After a lengthy negotiation over the scope of its duties, Cape Girardeau will have a new advisory board soon to discuss how the city can use its resources in more environmentally conscious ways.
The Girardeau Goes Green Advisory Board, which needs a final vote April 20 to become official, will be a seven-member committee of city residents dedicated to studying city operations from an environmental point of view. The idea for the advisory board grew out of discussions by the Southeast Missouri Climate Protection Initiative, an organization founded to promote regional actions to reduce energy consumption and greenhouse gas emissions.
Bringing the advisory board into existence required compromise on the side of proponents, who wanted broad language that would allow the board to look beyond city activities to private actions and make suggestions. And some council members, carefully reading the initial proposal, wanted to make sure the board wasn't authorized to make suggestions that would impose large costs but provide little in the way of savings.
Acceptable language was finally written, and Monday the council approved the board with a 5-2 vote.
"I think it is a good step for Cape," said Kathy Conway, an associate professor of education at Southeast Missouri State University. Conway, along with biology professor Alan Journet and Ellen Dillon, a communications instructor, pressed the council to create the board.
"Life is full of compromises," Conway said. "A compromise is something that wouldn't be your first choice but it is something you can live with. Our idea is to use the resources of the community to help the city. If the board can do that, then our goal has been accomplished."
Journet, too, said that getting the board established with a purpose that focuses on the city government rather than a more general directive was part of the give-and-take. "It wasn't exactly the way we proposed it. We think it is a reasonable compromise."
One of the dissenting votes was cast by Marcia Riter, councilwoman for Ward 6. She said she would have preferred to create a temporary task force for a comprehensive look at city operations. If the results justified an advisory board, she said, one could be created later.
"I felt that was a more conservative way of going about it," she said.
And Mark Lanzotti, councilman for Ward 5, voted for the board but was deeply involved in the negotiations that narrowed its scope to city operations. At one point, Lanzotti wanted the language to include a provision that the board not suggest actions that impose a cost on the city.
Lanzotti said Thursday that he meant every suggestion needs to be cost-effective, capable of reducing city costs by more than the initial expense.
"If there are cost-effective ways to have Cape Girardeau city government reduce its environmental impact, we would love to have those suggestions and channel these folks' passion into those areas," Lanzotti said.

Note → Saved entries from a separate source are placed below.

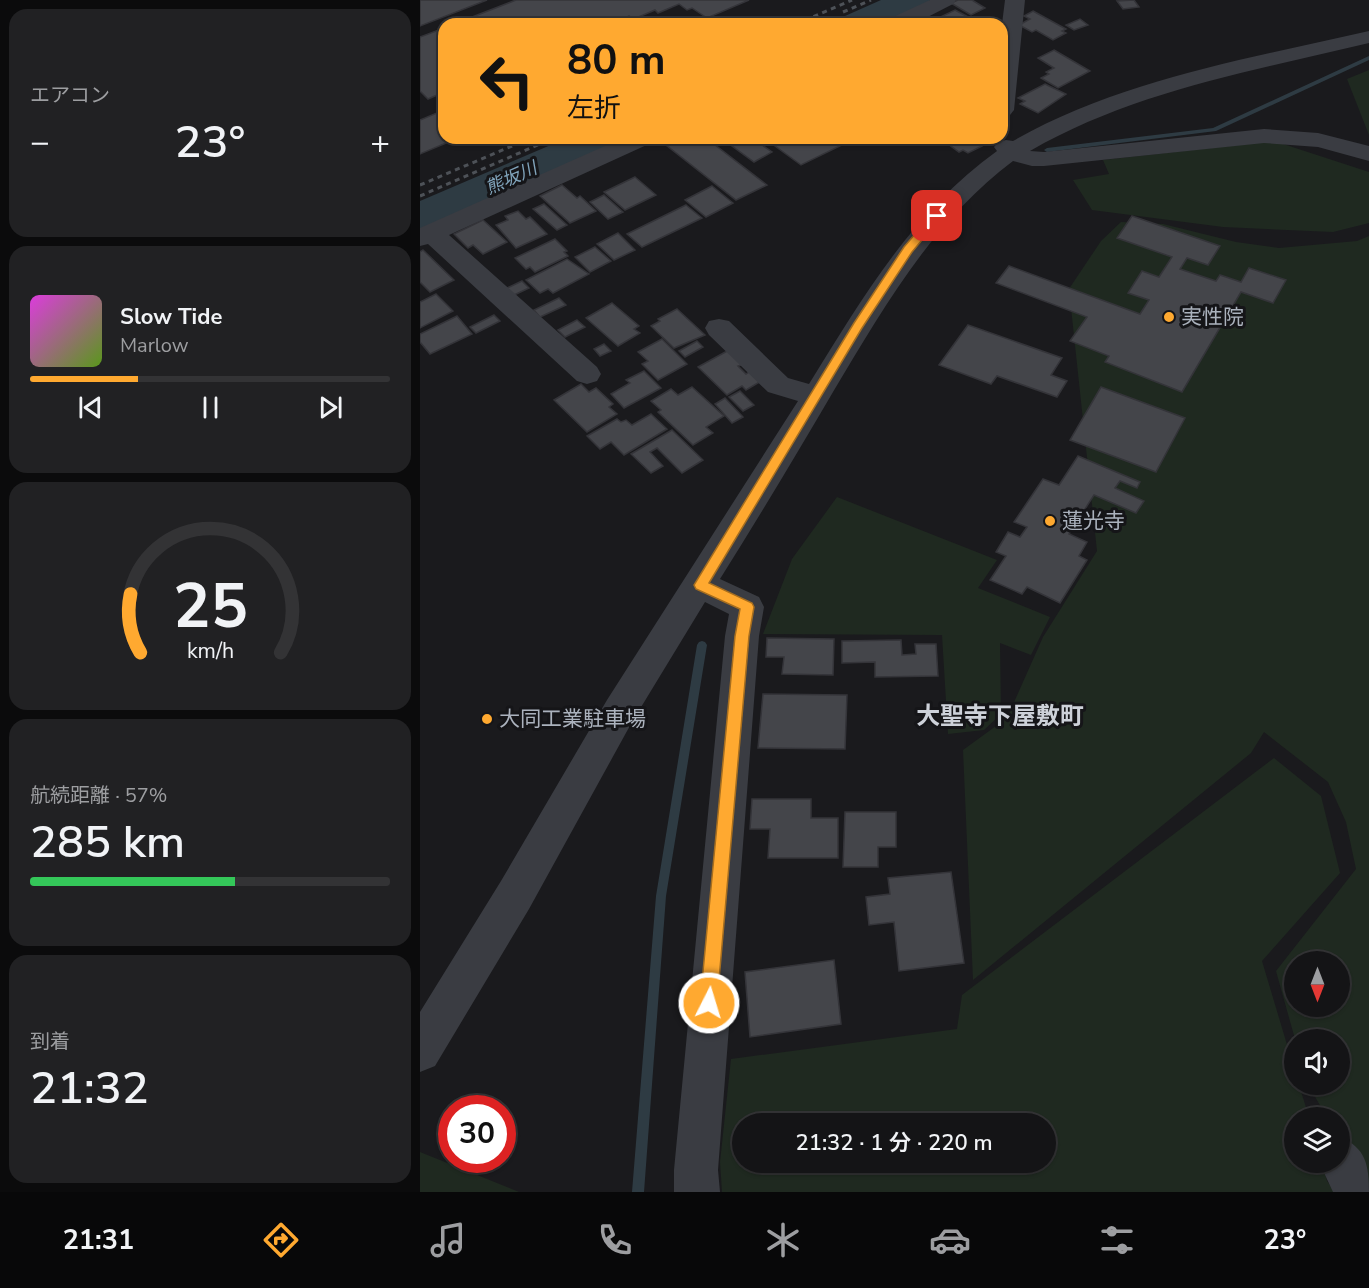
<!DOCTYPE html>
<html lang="ja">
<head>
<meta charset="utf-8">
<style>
	:root { --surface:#141416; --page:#212123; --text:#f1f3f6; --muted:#9d9ea1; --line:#333335; --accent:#ffa930 }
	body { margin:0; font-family:"Nunito Sans","Noto Sans JP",sans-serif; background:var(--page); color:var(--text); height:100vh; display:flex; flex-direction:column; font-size:22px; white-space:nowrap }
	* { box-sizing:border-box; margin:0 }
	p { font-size:20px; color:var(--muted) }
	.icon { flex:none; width:33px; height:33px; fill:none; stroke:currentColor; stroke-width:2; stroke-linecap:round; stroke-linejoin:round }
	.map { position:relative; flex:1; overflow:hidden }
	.side { display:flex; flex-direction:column; gap:9px; padding:9px; background:#0b0b0c; width:420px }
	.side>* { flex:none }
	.top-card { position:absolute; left:18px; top:18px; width:570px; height:126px; border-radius:18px; box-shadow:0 2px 4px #0004,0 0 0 2px var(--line); background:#ffa930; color:#111; overflow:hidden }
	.needle { width:39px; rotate:180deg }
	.buttons { position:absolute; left:864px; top:951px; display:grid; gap:12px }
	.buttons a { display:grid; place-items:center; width:66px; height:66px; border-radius:50%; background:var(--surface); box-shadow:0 2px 4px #0004,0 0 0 2px var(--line); font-size:30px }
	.speed { position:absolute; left:18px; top:1095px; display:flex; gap:12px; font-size:30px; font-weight:700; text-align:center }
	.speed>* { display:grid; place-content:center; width:78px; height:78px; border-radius:50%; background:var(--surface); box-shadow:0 2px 4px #0004,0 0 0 2px var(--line); line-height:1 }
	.speed .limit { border:9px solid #d22; background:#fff; color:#111 }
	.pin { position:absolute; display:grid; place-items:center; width:51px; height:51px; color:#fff; margin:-26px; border-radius:12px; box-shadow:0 3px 9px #0006 }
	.me { position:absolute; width:66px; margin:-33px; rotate:5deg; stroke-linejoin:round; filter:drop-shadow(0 0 4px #0008) }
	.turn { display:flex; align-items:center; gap:21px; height:126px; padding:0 30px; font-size:27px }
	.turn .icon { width:78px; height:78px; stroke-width:2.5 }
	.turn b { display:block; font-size:42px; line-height:51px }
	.big { font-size:45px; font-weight:600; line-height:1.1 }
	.side .widget { flex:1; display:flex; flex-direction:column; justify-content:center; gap:9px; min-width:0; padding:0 21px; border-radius:18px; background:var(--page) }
	.side .dial { align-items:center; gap:0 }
	.dial svg { height:156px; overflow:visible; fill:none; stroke:var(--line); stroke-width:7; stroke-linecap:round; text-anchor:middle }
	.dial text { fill:var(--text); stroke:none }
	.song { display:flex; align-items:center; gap:18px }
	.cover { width:72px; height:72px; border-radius:9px; background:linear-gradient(135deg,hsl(300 70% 55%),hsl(90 70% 35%)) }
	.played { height:6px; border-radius:3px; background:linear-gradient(90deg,var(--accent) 30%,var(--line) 30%) }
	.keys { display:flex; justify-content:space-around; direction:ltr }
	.heat { display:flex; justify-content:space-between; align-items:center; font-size:33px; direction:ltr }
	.charge { height:9px; border-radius:4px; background:linear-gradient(90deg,#34c759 57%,var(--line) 0) }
	.trip { position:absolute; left:312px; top:1113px; width:324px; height:60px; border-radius:30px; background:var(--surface); box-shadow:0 2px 4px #0004,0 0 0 2px var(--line); font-weight:600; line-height:60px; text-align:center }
	.tab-bar { display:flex; height:96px; justify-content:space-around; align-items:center; background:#080809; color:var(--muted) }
	.tab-bar .icon { width:42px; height:42px }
	.tab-bar .current { color:var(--accent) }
	.tab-bar b { font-size:27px; color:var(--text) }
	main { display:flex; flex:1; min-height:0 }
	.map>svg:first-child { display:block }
	.green { fill:#1f2920; fill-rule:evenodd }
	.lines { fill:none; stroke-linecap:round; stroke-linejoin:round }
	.stream { fill:#2e3b43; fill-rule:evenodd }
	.river { fill:#2e3b43; fill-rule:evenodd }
	.building { fill:#44454a; stroke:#343439; stroke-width:1.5 }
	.minor { fill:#3a3c42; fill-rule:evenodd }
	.rail { stroke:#4d5157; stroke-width:3; stroke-dasharray:5 4.5; stroke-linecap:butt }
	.route { fill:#ffa930; stroke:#a66e1f; stroke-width:1.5 }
	.poi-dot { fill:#ffa930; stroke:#151518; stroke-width:2 }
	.labels { text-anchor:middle; stroke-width:6; stroke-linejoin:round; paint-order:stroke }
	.far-water-label { font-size:18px; font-style:italic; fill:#80a4bb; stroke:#151518 }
	.poi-label { font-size:21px; fill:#abb2bd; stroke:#151518; text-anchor:start }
	.quarter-label { font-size:24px; font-weight:bold; fill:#cdd1d9; stroke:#151518 }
</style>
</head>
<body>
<main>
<section class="side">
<div class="widget"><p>エアコン</p>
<div class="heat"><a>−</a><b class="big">23°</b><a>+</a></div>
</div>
<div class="widget">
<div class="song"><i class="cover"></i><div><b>Slow Tide</b><p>Marlow</p></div></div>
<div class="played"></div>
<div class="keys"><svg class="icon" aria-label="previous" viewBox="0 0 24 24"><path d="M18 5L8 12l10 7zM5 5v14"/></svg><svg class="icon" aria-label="pause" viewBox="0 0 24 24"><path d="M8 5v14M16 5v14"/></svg><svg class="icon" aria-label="next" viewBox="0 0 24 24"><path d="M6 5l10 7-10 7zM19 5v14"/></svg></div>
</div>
<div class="widget dial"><svg viewBox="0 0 100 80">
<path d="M14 69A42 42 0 1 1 86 69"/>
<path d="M14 69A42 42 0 0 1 9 39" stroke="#ffa930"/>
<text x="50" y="56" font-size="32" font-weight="700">25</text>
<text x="50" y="72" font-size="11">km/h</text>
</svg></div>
<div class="widget"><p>航続距離 · 57%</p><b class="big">285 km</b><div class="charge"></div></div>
<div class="widget"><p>到着</p><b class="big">21:32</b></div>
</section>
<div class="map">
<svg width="949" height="1192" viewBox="0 0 949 1192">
	<rect width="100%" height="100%" fill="#1a1a1d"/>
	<g class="green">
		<path d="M949,70V135L927,79Z"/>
		<path d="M854,141L949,172V223L913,232L803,227L672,210L653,180L689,174L683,160Z"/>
		<path d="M701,222L743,224L816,242L859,248L937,241L949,236V1187L920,1140V1118L907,1117L888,1085L920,1084V1040L875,1039L856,971L936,869L926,822L908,782L844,732L831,753L553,980L543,750L587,718L623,637L677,551L649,289L681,241ZM874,962H920V1006H874Z"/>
		<path d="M417,497L577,560L558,588L630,617L611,655L580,643L581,714L564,730L528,734L522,635L343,634L372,559Z"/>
		<path d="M854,758L901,796L920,873L842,961L874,1068V1084L879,1085L889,1117L874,1118V1162L902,1163L907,1181L915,1192H302L300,1162L311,1059L537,1029L542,995ZM322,1124H626V1162H322Z"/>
		<path d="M0,1152L99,1192H0Z"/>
	</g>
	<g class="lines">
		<g class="stream">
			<path d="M949,56V60L796,131L627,152L624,150L627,148L793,128Z"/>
			<path d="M282,641L285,642L287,645L246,896L224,1192H212L236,896L277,645L279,642Z"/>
		</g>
		<g class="river">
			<path d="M461,0H510C491,27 449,24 419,24L425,16Z"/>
			<path d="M147,138H203L197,147L16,228L0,232V201Z"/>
		</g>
	</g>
	<g class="building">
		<path d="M0,0H67L0,26Z"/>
		<path d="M96,0H329L287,18L272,8L267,10L259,4L238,13L235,10L214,19L209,16L190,24H34Z"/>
		<path d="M538,0H552L565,8L551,15L531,3Z"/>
		<path d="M714,0L719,7L703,9L697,1Z"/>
		<path d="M535,10L550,18L538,24H506Z"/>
		<path d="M613,11L646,29L642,31L646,33L633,40L616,30L612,32L599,25L610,19L604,16Z"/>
		<path d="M660,19L668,25L654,30L646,25Z"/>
		<path d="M24,28V92L8,99L0,91V37Z"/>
		<path d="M634,50L670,71L638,88L621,78L629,74L626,72L634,68L618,58Z"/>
		<path d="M625,84L646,94L618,113L600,104L605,101L598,98Z"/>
		<path d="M24,110V138H38L0,154V120Z"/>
		<path d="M237,138H286L347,185L316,200Z"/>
		<path d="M301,138H332L352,152L334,162Z"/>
		<path d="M344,138H412L422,145L381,165Z"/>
		<path d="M530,138H558L561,140L557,142L562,146L548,153L543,150L539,152L524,141Z"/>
		<path d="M215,177L236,195L205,210L184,192Z"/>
		<path d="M142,185L157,198L160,196L176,211L150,223L120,196Z"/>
		<path d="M292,186L313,203L286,217L265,200Z"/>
		<path d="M184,195L203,212L188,219L170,202Z"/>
		<path d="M124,204L147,225L137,230L113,209Z"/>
		<path d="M266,205L282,218L222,247L207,234Z"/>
		<path d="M98,211L106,219L110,217L127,234L96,248L76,225L88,220L85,216Z"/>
		<path d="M712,216L800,246L788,265L767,258L760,269L796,281L800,275L821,282L829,268L866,280L853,303L821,292L762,392L685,362L689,356L650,341L667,317L576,283L589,266L720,314L729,300L708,293L722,271L739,277L752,257L697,238Z"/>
		<path d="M63,220L87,242L63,254L53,245L48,248L34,234Z"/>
		<path d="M198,233L215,250L194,260L177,244Z"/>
		<path d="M135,239L147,251L144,252L148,256L115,272L110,267L106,269L95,258Z"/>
		<path d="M175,247L191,261L170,272L155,257Z"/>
		<path d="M3,250L34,280L10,292L0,282V252Z"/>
		<path d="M147,259L169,274L133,293L128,289L120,293L106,280Z"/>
		<path d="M102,281L109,288L92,296L85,289Z"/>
		<path d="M16,294L33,311L0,328V302Z"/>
		<path d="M139,298L146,305L120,317L114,310Z"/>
		<path d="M192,303L219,326L214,329L220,333L198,346L166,318Z"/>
		<path d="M257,309L285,335L254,348L231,326L240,321L238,319Z"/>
		<path d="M74,315L80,321L56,333L50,327Z"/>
		<path d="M37,316L52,334L10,354L0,342V334Z"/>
		<path d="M157,320L165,327L145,337L138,330Z"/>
		<path d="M548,325L642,358L631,375L647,381L637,397L577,376L571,384L519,365Z"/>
		<path d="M242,339L267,364L238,380L222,364L228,361L218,352Z"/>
		<path d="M277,341L283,347L265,357L259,351Z"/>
		<path d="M184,344L191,351L180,356L174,349Z"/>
		<path d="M309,350L324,364L318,366L326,374L332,370L343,380L326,390L322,386L307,395L278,367Z"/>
		<path d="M224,371L241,388L204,408L191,394L210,383L206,380Z"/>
		<path d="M161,384L169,392L176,388L193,404L189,407L197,414L167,432L134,400Z"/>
		<path d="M272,387L304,416L286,427L293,433L273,445L238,412L241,410L231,401L251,389L258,395Z"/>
		<path d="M681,387L765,418L736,472L650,440Z"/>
		<path d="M320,391L334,405L323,411L309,397Z"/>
		<path d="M305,398L323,417L312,423L295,404Z"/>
		<path d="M231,414L247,429L204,455L191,442L180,449L167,436L197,419L201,422L206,420L212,425Z"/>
		<path d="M252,430L283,460L262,473L237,448L230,452L243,466L231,473L211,454Z"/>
		<path d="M658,456L720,482L717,488L700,481L695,488L724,501L716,513L674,495L649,534L667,542L659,556L667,560L640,603L607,587L602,594L570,580L586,556L576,552L588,532L600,537L607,527L594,522L623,479L639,485Z"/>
		<path d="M347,638L414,639L413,675L362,674L364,657H346Z"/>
		<path d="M481,640L482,655L496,654L495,644H516L518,676L455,677V662L422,663V641Z"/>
		<path d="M343,694L427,695L425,749L338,748Z"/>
		<path d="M332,799H391V818H418V858H348L350,829H330Z"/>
		<path d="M425,812H476V847H458V867H423Z"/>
		<path d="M531,872L544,963L479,971L474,922L449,925L446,897L470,894L468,878Z"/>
		<path d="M414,960L421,1024L330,1037L325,972Z"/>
	</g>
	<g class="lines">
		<g class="minor">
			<path d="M510,0H536L533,4L494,24H466L469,19Z"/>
			<path d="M585,0H605L594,110L590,115L582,117V24Z"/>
			<path d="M949,31V43C833,71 714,91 610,151L624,152L844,129L898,133L949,146V161L898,147L844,143L624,166H612L593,161C512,222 464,307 413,392C376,455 339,517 300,579L339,597L344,607L339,636L298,1170L300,1192H254V1170L305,636L309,614L285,602L212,722L109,909L15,1066L0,1072V1012L81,881L187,700L378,401L348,392L289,335L285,328L289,321L299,319L309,321L368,378L389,384C443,297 493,211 577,151L574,147L578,142L586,140L593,141C702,79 828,59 949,31Z"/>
			<path d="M203,138H235L231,143L29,235L177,367L181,374L177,381L167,384L157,381L8,244L0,246V228Z"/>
			<path d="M920,1137C946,1148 949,1165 949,1192H913L899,1162H920Z"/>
		</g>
		<g class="rail">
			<path d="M423,12L451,0"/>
			<path d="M376,24L432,0"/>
			<path d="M0,185L111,138"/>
			<path d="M0,196L134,138"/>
		</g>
	</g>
	<path class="route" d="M517,212L522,216L492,252L442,328L289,583L332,603L334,607L329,636L297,1003L295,1009L289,1012L283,1009L280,1003L315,636L320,609L276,589L274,585L434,323L484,247L513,213Z"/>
	<g class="poi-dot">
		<circle cx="749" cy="317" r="6"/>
		<circle cx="630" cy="521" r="6"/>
		<circle cx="67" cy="719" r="6"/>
	</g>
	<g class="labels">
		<g class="far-water-label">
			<text transform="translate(91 178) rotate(-24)" y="6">熊坂川</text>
		</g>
		<g class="poi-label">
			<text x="761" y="324">実性院</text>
			<text x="642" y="528">蓮光寺</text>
			<text x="79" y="726">大同工業駐車場</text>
		</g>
		<g class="quarter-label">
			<text x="580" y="724">大聖寺下屋敷町</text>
		</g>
	</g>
</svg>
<div class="buttons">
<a><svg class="needle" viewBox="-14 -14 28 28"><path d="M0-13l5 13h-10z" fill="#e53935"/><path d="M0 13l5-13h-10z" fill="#9d9ea1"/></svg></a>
<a><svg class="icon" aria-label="sound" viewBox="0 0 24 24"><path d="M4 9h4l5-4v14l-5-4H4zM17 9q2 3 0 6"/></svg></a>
<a><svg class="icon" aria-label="layers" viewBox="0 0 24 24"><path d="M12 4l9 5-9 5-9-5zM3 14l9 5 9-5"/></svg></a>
</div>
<div class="speed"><div class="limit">30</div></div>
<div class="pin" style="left:517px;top:216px;background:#d93025"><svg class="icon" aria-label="arrive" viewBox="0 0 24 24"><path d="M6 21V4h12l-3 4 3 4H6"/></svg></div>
<svg class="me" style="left:289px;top:1003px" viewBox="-20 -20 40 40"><circle r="17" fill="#ffa930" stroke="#fff" stroke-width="3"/><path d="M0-11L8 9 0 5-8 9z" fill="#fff"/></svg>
<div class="trip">21:32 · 1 分 · 220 m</div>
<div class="top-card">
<div class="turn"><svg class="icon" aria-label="left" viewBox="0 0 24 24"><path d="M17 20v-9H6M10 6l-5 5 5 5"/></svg><div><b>80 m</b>左折</div></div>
</div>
</div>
</main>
<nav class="tab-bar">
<b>21:31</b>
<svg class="icon current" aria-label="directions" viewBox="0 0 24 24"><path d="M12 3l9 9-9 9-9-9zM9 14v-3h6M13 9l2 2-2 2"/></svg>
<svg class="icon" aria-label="music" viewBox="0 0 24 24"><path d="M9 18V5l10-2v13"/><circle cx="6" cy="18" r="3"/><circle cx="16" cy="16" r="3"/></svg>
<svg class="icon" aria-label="phone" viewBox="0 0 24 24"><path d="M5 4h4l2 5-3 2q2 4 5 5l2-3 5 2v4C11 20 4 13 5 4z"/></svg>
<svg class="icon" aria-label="climate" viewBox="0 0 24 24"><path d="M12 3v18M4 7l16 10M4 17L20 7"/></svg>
<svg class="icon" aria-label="car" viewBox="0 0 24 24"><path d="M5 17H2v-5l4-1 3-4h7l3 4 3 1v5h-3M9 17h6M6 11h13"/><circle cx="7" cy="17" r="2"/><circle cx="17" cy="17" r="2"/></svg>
<svg class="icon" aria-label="filters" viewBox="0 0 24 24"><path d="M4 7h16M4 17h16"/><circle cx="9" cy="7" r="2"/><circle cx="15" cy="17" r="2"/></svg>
<b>23°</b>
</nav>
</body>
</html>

The original proposal also allowed for nonresidents to hold seats on the board. Journet and Conway, for example, live just outside city limits. The council kept the residency requirement, which is the same for other advisory boards, but will allow county residents with special expertise to be named as nonvoting members.
The resolution of the residency issue, while disappointing, wasn't a fight worth killing the idea over, Conway said. "It wasn't Alan and Kathy and Ellen's board," she said. "This is an idea we think should happen."